▸ DATA PROVIDED

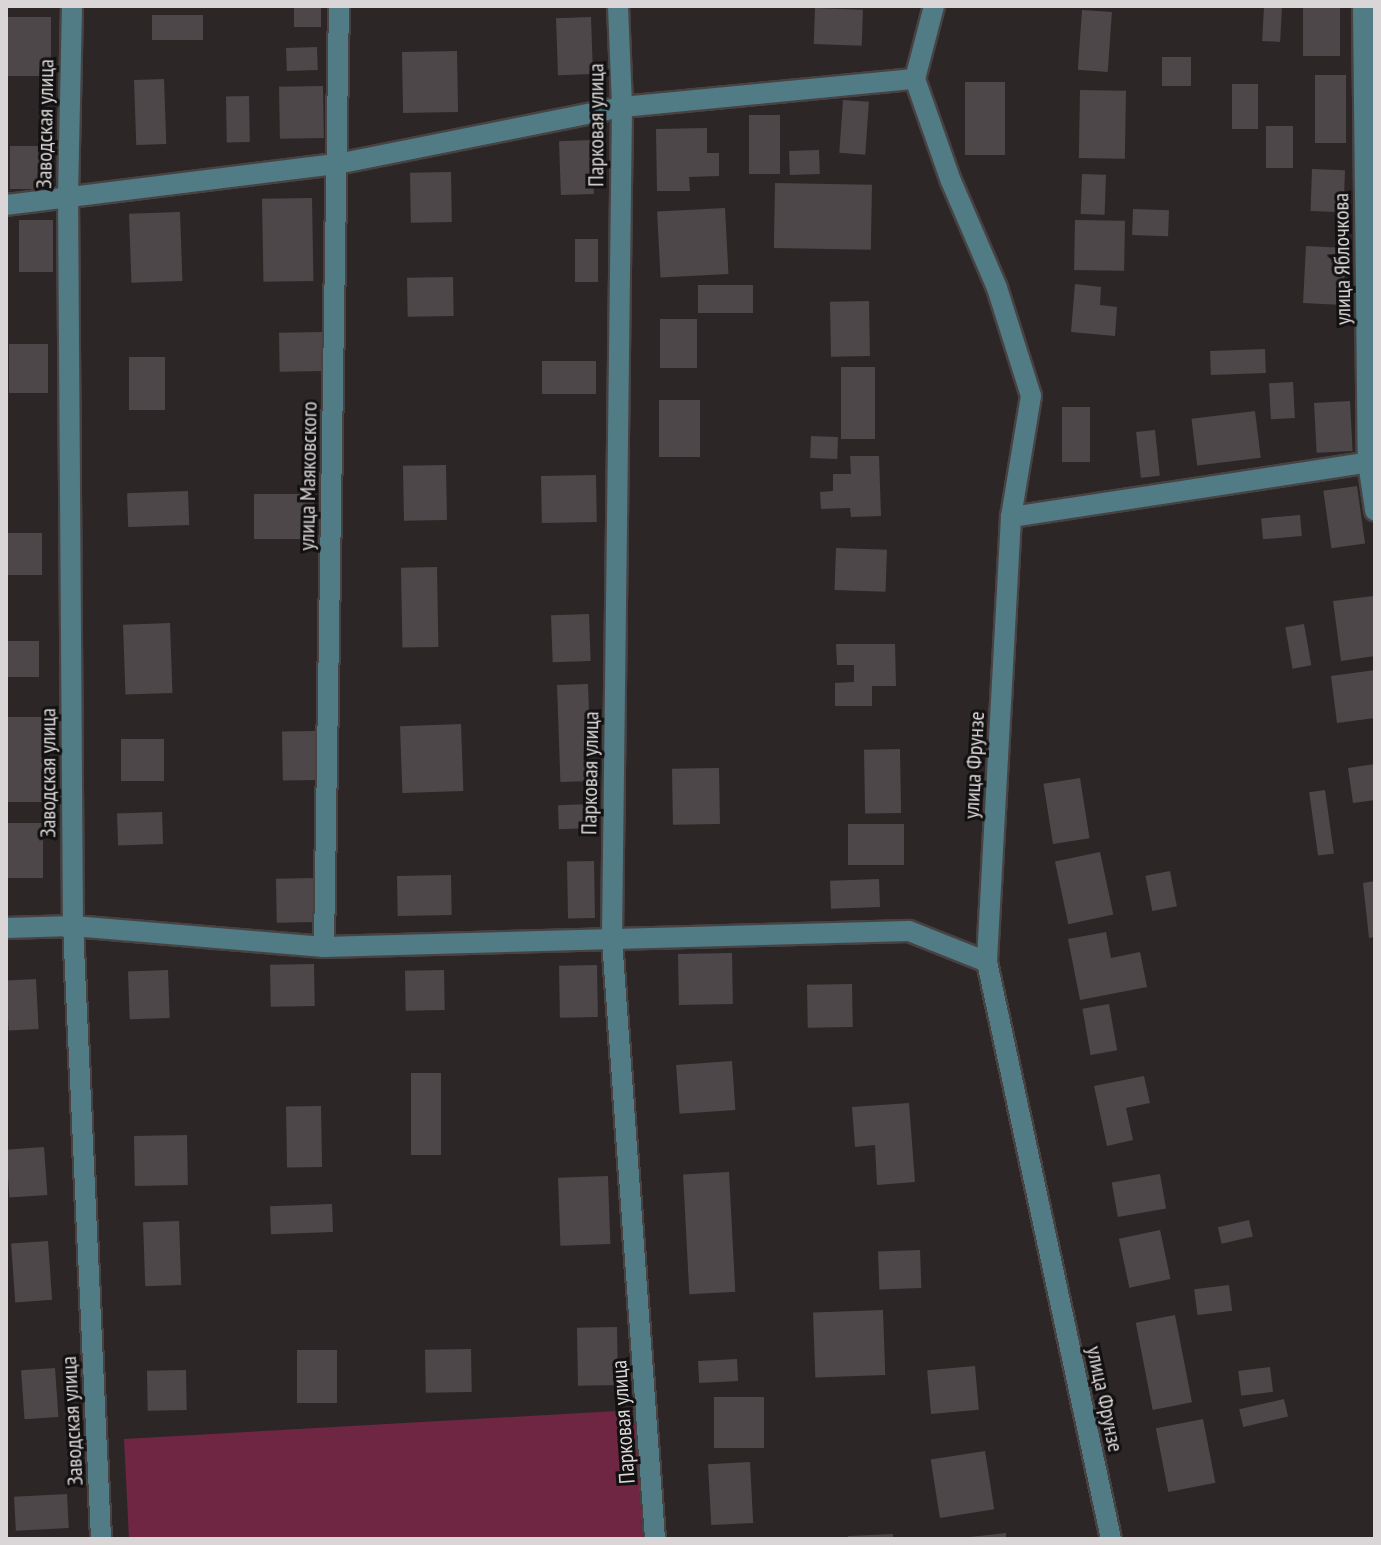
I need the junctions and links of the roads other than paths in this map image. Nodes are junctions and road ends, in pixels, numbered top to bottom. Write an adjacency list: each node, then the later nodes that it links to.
1 (72, 6): 9 (street, Заводская улица)
2 (339, 6): 8 (street, улица Маяковского)
3 (618, 6): 7 (street, Парковая улица)
4 (934, 6): 6 (street)
5 (1363, 6): 11 (street, улица Яблочкова)
6 (915, 79): 7 (street); 13 (street, улица Фрунзе)
7 (622, 107): 8 (street); 16 (street, Парковая улица)
8 (337, 164): 9 (street); 17 (street, улица Маяковского)
9 (68, 195): 10 (street); 14 (street, Заводская улица)
10 (6, 205)
11 (1371, 461): 12 (street, улица Яблочкова); 13 (street)
12 (1375, 510)
13 (1011, 517): 18 (street, улица Фрунзе)
14 (73, 926): 15 (street); 17 (street); 19 (street, Заводская улица)
15 (6, 928)
16 (612, 939): 17 (street); 18 (street); 20 (street, Парковая улица)
17 (324, 947)
18 (987, 962): 21 (street, улица Фрунзе)
19 (101, 1539)
20 (655, 1539)
21 (1111, 1539)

▸ TASK ITEM
An exact copy of the records above is needed, free of pictures.

▸ SOLUTION BELOW
I need the junctions and links of the roads other than paths in this map image. Nodes are junctions and road ends, in pixels, numbered top to bottom. Write an adjacency list: each node, then the later nodes that it links to.
1 (72, 6): 9 (street, Заводская улица)
2 (339, 6): 8 (street, улица Маяковского)
3 (618, 6): 7 (street, Парковая улица)
4 (934, 6): 6 (street)
5 (1363, 6): 11 (street, улица Яблочкова)
6 (915, 79): 7 (street); 13 (street, улица Фрунзе)
7 (622, 107): 8 (street); 16 (street, Парковая улица)
8 (337, 164): 9 (street); 17 (street, улица Маяковского)
9 (68, 195): 10 (street); 14 (street, Заводская улица)
10 (6, 205)
11 (1371, 461): 12 (street, улица Яблочкова); 13 (street)
12 (1375, 510)
13 (1011, 517): 18 (street, улица Фрунзе)
14 (73, 926): 15 (street); 17 (street); 19 (street, Заводская улица)
15 (6, 928)
16 (612, 939): 17 (street); 18 (street); 20 (street, Парковая улица)
17 (324, 947)
18 (987, 962): 21 (street, улица Фрунзе)
19 (101, 1539)
20 (655, 1539)
21 (1111, 1539)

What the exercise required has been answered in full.